Learning at the latter – my alma mater – was a bit challenging because students from other schools also came there to study. (And you know students tend to focus on the vital few and trivial many when they meet in their numbers.)
The attrition of libraries is high, and reading hasn’t been taken seriously in our communities to date. When aspiring Members of Parliament (MPs) are campaigning, they leave out the libraries and avenues to make reading appealing to the teeming youth. Over a decade and more, the entire township still had no newly-built library.
Around 2015, a native who had been away for some time thought it wise to erect a free library, fully-furnished with books and computers and Internet connectivity for research purposes. To say patronage was low is an understatement. Those youths who visited the library did so only to use the facility for their parochial cyberfraud activities. Unfortunately, I learned the library is now collapsed.
In spite of these reflections, the town keeps witnessing the proliferation of betting centres – not sports betting alone, but also game of chance purposely for children between the ages of 10-15, to stake with coins and win a ransom.
Again, with the youth (mostly from 16-30 years), the new menace is the proliferation of recreational centres. Everywhere you go, there’s a pub; and these pubs host multiple events throughout the week.
Boys-boys and girls-girls meet to drink liquor and smoke ‘shisha’. The pub managers, who are usually youths themselves, boast customers’ intoxicating or smoking prowess more than other pub members as if that’s all life has to offer.

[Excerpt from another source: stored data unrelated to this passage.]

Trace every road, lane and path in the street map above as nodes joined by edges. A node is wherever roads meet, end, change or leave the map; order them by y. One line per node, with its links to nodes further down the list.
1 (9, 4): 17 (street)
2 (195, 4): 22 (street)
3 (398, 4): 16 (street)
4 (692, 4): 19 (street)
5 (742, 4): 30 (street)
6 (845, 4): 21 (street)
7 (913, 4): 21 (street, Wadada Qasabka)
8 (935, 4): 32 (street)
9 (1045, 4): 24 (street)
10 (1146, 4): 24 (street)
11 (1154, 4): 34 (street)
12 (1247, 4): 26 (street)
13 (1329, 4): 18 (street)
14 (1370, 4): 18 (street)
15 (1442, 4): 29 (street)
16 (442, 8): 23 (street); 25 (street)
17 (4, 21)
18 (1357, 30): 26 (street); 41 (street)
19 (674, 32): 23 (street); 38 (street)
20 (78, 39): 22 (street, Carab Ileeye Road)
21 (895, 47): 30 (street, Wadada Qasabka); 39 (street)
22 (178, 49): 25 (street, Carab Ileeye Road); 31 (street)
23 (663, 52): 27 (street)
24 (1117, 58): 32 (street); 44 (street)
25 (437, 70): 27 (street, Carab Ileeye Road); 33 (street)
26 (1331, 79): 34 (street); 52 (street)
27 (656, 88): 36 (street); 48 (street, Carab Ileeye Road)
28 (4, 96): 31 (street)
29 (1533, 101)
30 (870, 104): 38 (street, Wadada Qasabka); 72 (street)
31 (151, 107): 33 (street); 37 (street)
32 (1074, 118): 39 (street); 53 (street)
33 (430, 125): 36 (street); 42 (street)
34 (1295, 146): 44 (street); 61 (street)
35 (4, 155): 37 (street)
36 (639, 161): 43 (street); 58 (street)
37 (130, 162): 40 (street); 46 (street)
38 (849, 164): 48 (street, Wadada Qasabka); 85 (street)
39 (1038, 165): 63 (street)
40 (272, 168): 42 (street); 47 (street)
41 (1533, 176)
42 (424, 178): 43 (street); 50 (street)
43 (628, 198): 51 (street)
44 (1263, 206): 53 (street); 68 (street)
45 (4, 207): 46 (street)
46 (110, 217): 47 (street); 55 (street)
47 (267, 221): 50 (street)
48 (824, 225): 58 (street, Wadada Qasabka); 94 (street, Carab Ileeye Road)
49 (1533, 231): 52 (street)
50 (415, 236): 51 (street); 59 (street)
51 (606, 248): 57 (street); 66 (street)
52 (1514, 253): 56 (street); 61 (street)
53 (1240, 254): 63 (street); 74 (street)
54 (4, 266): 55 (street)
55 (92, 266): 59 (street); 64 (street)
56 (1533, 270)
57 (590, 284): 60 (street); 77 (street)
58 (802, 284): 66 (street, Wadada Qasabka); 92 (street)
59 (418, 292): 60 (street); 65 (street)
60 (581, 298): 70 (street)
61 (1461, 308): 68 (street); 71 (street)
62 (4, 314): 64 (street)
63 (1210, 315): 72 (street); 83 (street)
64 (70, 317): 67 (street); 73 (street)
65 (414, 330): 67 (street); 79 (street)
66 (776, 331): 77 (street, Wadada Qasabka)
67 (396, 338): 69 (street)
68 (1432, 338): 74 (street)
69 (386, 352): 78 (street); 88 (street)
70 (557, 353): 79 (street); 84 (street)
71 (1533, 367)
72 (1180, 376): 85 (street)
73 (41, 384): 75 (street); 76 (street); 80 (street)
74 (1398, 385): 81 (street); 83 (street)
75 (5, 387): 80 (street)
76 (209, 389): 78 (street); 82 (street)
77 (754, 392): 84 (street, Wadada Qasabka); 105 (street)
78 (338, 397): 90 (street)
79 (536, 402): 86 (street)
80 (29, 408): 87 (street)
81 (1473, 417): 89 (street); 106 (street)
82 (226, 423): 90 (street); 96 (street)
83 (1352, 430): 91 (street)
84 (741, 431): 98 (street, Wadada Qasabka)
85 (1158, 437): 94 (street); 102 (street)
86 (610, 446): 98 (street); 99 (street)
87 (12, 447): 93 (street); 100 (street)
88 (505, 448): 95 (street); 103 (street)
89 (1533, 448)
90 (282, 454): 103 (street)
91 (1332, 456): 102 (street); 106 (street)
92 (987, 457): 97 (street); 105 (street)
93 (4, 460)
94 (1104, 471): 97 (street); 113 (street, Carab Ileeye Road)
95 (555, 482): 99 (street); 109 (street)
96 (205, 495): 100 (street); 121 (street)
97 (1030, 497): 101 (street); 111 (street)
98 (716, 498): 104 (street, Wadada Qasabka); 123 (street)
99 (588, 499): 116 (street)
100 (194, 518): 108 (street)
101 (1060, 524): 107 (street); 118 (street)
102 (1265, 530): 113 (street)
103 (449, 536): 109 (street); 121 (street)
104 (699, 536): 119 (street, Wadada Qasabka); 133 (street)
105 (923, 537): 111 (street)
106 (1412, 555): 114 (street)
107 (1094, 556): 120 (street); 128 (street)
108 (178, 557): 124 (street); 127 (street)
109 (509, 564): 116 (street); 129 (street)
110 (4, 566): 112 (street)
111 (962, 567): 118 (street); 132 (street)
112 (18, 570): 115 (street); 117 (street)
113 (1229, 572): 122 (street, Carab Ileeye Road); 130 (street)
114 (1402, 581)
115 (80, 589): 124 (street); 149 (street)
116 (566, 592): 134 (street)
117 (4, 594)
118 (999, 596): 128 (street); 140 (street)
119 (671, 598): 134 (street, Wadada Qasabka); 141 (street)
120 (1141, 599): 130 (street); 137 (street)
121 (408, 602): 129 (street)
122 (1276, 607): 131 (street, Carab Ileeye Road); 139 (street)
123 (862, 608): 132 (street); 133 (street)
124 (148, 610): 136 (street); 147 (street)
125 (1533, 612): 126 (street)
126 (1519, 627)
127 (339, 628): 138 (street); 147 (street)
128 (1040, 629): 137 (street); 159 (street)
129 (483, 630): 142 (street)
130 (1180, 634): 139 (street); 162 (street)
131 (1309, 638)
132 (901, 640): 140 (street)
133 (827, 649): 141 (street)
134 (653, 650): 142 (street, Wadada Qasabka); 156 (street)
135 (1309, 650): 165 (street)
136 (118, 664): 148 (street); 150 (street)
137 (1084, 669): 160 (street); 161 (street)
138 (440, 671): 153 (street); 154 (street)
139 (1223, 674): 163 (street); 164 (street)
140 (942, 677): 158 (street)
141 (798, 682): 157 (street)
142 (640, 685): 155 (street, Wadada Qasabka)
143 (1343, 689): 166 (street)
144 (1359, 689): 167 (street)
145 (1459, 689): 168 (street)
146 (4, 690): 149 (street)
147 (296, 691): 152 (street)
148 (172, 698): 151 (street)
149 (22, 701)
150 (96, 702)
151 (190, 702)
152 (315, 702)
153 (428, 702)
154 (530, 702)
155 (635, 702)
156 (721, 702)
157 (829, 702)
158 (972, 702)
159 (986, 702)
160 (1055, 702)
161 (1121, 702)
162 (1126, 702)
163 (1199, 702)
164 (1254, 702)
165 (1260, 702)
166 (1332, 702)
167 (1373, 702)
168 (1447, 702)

This isn’t to suggest that social life is tripe. Of course, we need a place to relax and think about tomorrow once in a while. We need to swim, trot at the beach, or take a trip away from home; but should we put our livers at risk while making merry?
The worst of all the problems is the tomorrow of our children. Our doings in the community have programmed them in a way that seems that reading is akin to time wasting, while gambling is a lucrative exploit.
Reading has become a luxury our future children can’t afford. Their minds are being towed toward a menacing future as they always capture smokes of ‘shisha’ whirling in the air, women wriggling their waists and writhing on the floor like snakes, and men dancing with sagged trousers while breaking bottles of hard liquor. Hence, they’d rather enter a lion’s den than visit the library.
Children of Ga communities like La, Teshie, Nungua, Jamestown, Chorkor, etc., are growing and might not learn how to create or add value to their lives. Meanwhile, their co-equals at other places – East Legon, Cantonment, Nyaniba Estate, South-La, Westland, among others are building themselves with exposure to library, books, coding, etc.
But here we are in the township, glorifying political mediocrity with our last breath. And we aren’t encouraging the children to be sensible at an early stage. It makes my heart bleed. So sad! And too painful.
A generation that doesn’t read would bleed of misdeeds and be misled. The continuous bleakness should break, it’s doable.